+++ Records to process

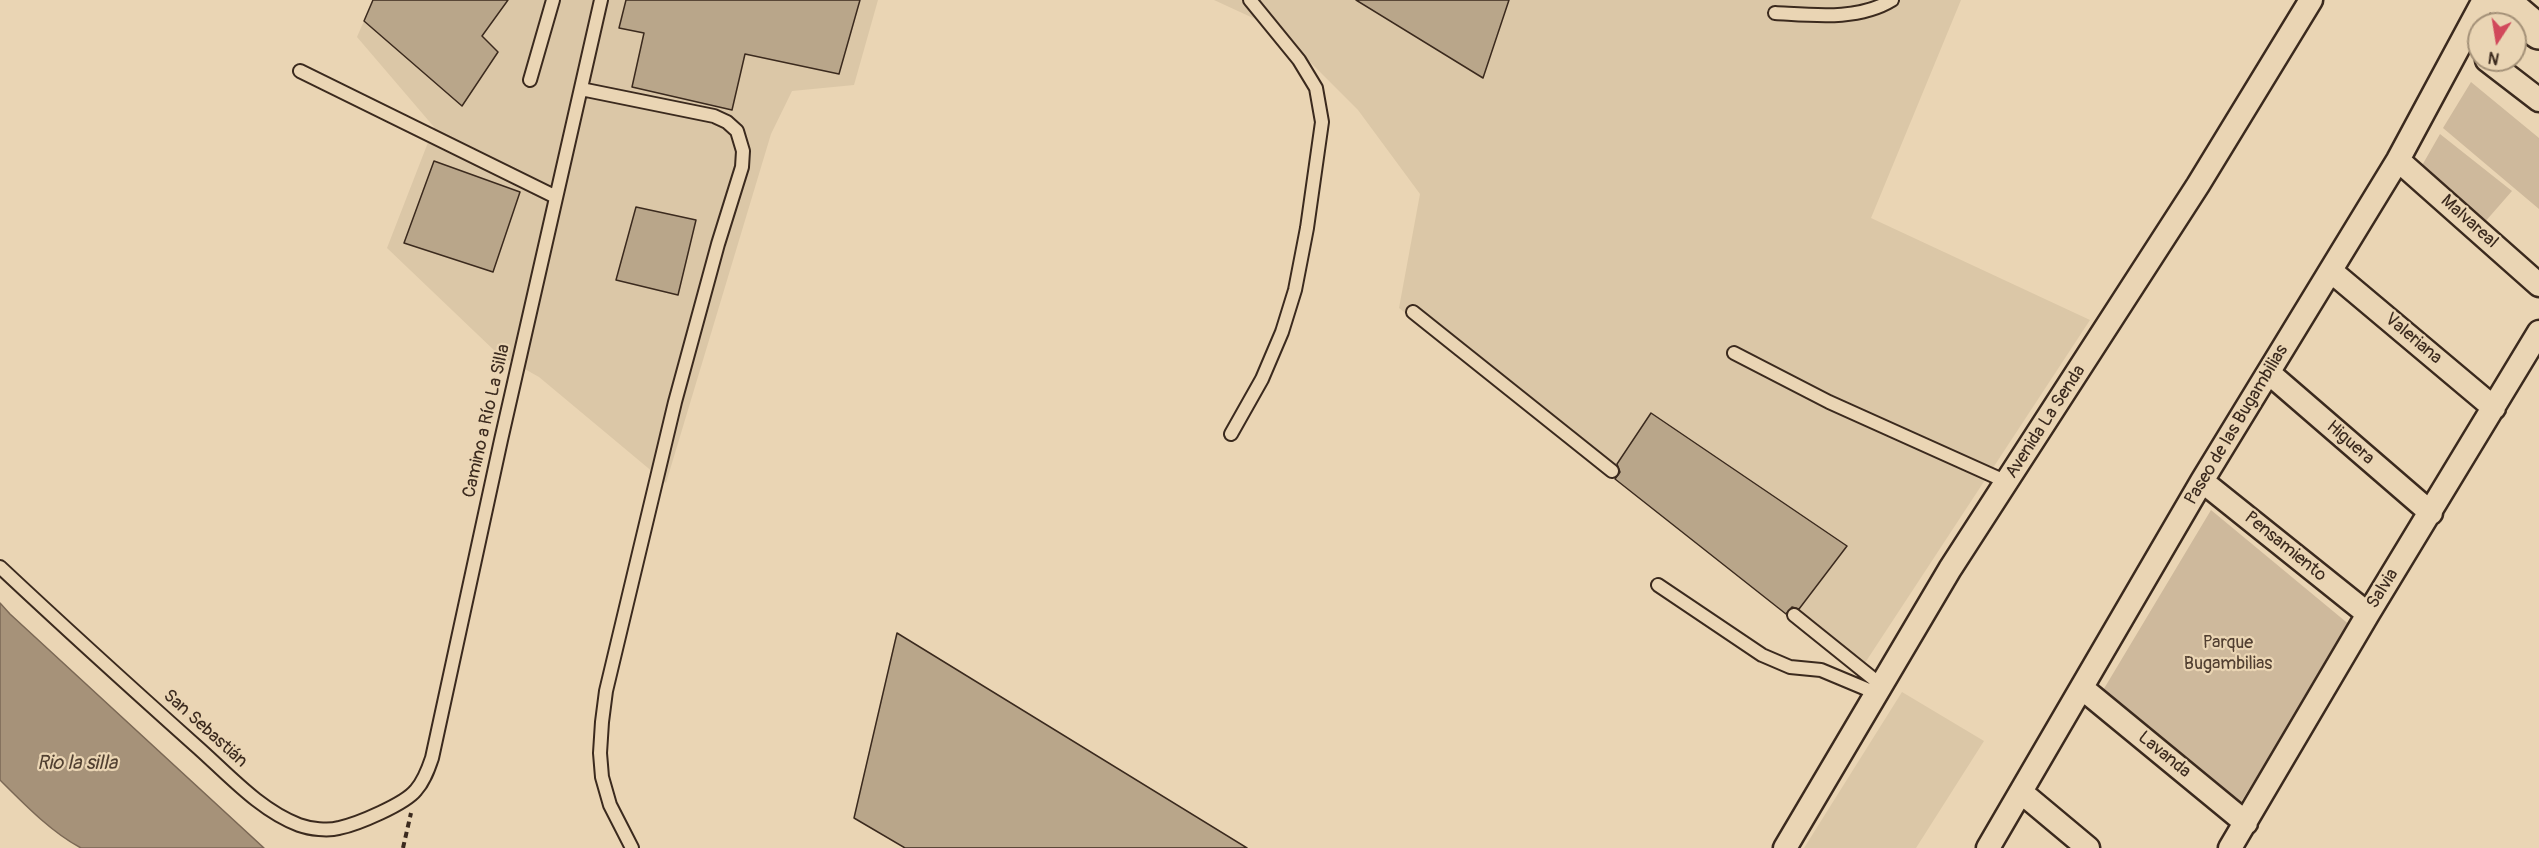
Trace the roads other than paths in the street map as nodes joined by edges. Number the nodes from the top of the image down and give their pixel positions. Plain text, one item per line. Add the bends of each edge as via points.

++++++
+++ Records to process

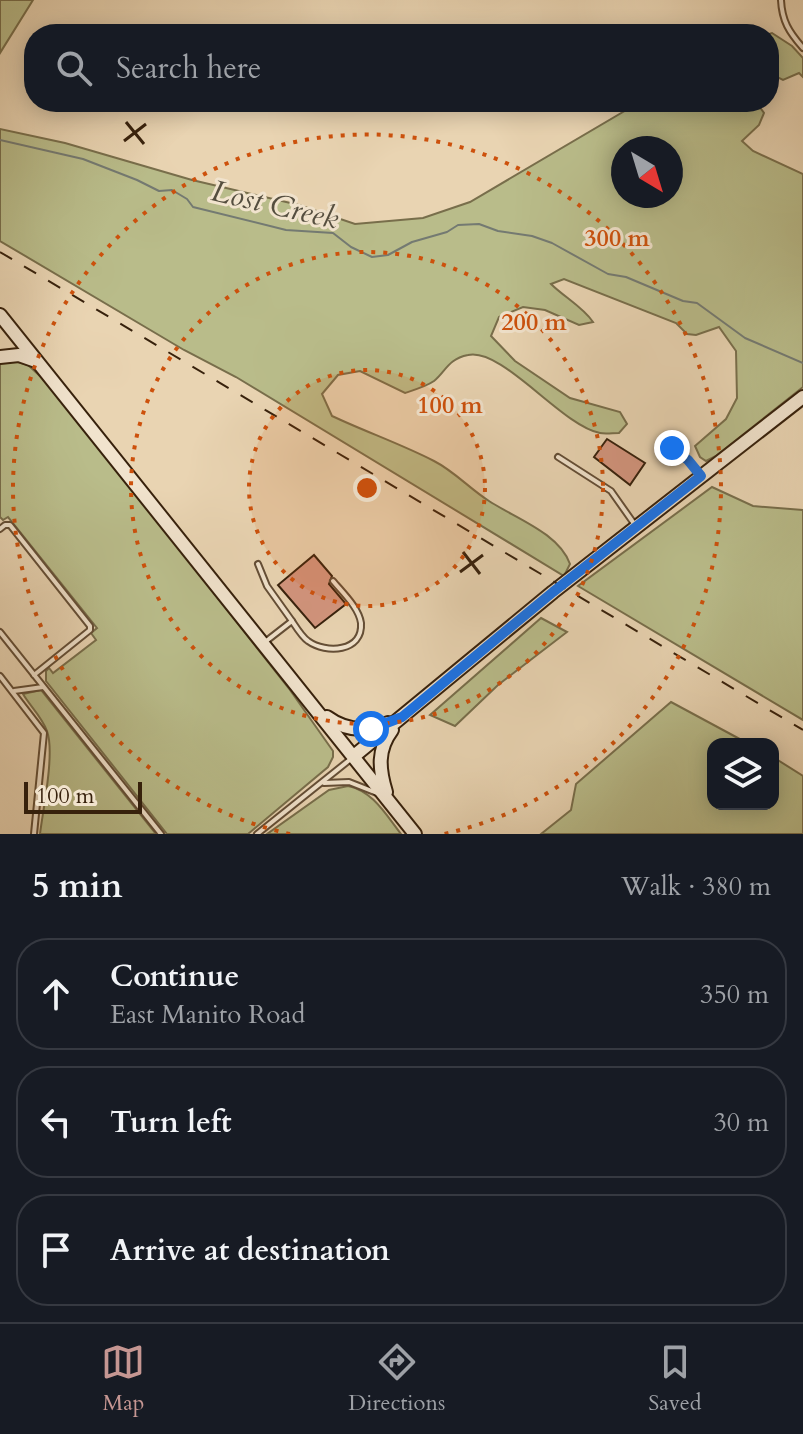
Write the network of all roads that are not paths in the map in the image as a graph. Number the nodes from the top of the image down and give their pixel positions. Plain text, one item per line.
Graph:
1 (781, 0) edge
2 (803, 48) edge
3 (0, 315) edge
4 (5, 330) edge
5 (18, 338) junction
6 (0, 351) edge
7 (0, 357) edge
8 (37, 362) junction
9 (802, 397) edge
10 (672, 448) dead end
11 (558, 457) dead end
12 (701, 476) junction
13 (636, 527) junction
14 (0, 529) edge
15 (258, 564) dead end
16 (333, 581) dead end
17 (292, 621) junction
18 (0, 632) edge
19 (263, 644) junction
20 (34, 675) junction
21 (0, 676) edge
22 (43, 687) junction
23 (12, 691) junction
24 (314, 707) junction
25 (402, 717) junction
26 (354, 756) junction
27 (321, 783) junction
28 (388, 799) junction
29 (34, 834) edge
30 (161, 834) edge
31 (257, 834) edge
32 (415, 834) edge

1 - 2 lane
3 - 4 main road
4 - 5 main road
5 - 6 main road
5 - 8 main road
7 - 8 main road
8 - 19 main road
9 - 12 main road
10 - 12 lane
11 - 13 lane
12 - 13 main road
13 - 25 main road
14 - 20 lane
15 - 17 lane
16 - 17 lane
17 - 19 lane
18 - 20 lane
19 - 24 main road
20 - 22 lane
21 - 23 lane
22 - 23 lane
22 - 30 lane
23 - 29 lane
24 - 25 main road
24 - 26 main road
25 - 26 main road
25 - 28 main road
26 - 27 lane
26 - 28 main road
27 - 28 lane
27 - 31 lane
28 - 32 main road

++++++
+++ Records to process

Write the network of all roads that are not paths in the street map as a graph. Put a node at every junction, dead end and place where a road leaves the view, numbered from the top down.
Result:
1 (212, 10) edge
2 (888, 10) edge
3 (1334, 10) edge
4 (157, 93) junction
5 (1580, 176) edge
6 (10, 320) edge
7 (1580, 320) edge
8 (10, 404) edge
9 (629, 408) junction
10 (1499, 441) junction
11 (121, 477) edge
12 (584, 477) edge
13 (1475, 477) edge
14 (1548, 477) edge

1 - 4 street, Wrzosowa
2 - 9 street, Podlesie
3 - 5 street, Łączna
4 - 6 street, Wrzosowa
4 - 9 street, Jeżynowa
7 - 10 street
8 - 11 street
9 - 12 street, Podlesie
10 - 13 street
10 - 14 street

++++++

- _Brief_
For the entries above, count the lines that contain the string "item", and state that number without further comment.

- _Exercise answer_
2